WORK ORDER
Please print each entry below exactly as it stands, but without any pictures.

EXERCISE DATA below:

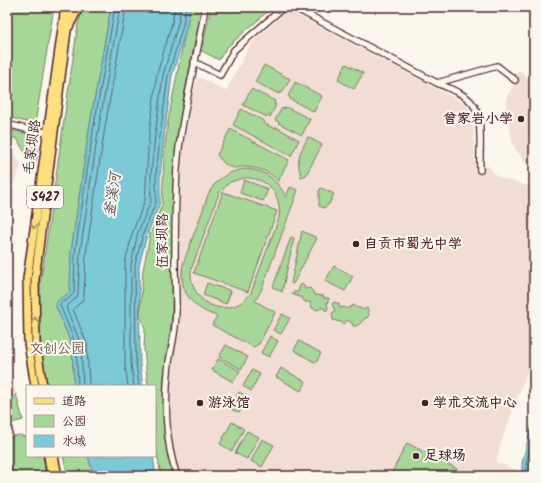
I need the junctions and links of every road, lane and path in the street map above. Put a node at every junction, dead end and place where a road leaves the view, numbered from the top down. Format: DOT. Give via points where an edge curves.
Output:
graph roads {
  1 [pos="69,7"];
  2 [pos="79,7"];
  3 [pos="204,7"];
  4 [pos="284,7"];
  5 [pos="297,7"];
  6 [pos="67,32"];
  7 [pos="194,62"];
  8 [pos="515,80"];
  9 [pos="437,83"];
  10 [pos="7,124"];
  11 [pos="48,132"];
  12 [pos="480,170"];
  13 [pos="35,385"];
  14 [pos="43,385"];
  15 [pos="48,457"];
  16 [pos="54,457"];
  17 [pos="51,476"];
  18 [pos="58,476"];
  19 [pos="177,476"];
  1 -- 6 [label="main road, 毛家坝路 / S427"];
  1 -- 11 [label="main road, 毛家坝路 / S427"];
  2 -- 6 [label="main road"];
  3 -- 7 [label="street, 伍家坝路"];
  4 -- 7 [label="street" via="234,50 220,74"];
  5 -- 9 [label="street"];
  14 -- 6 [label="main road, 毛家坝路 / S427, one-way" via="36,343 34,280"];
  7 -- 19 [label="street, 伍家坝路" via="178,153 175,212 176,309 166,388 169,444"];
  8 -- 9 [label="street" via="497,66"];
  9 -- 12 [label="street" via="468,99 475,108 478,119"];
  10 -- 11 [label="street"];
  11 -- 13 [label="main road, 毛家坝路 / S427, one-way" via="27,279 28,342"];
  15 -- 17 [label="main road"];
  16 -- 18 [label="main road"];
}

End of EXERCISE DATA.

RESULT
I need the junctions and links of every road, lane and path in the street map above. Put a node at every junction, dead end and place where a road leaves the view, numbered from the top down. Format: DOT. Give via points where an edge curves.
Output:
graph roads {
  1 [pos="69,7"];
  2 [pos="79,7"];
  3 [pos="204,7"];
  4 [pos="284,7"];
  5 [pos="297,7"];
  6 [pos="67,32"];
  7 [pos="194,62"];
  8 [pos="515,80"];
  9 [pos="437,83"];
  10 [pos="7,124"];
  11 [pos="48,132"];
  12 [pos="480,170"];
  13 [pos="35,385"];
  14 [pos="43,385"];
  15 [pos="48,457"];
  16 [pos="54,457"];
  17 [pos="51,476"];
  18 [pos="58,476"];
  19 [pos="177,476"];
  1 -- 6 [label="main road, 毛家坝路 / S427"];
  1 -- 11 [label="main road, 毛家坝路 / S427"];
  2 -- 6 [label="main road"];
  3 -- 7 [label="street, 伍家坝路"];
  4 -- 7 [label="street" via="234,50 220,74"];
  5 -- 9 [label="street"];
  14 -- 6 [label="main road, 毛家坝路 / S427, one-way" via="36,343 34,280"];
  7 -- 19 [label="street, 伍家坝路" via="178,153 175,212 176,309 166,388 169,444"];
  8 -- 9 [label="street" via="497,66"];
  9 -- 12 [label="street" via="468,99 475,108 478,119"];
  10 -- 11 [label="street"];
  11 -- 13 [label="main road, 毛家坝路 / S427, one-way" via="27,279 28,342"];
  15 -- 17 [label="main road"];
  16 -- 18 [label="main road"];
}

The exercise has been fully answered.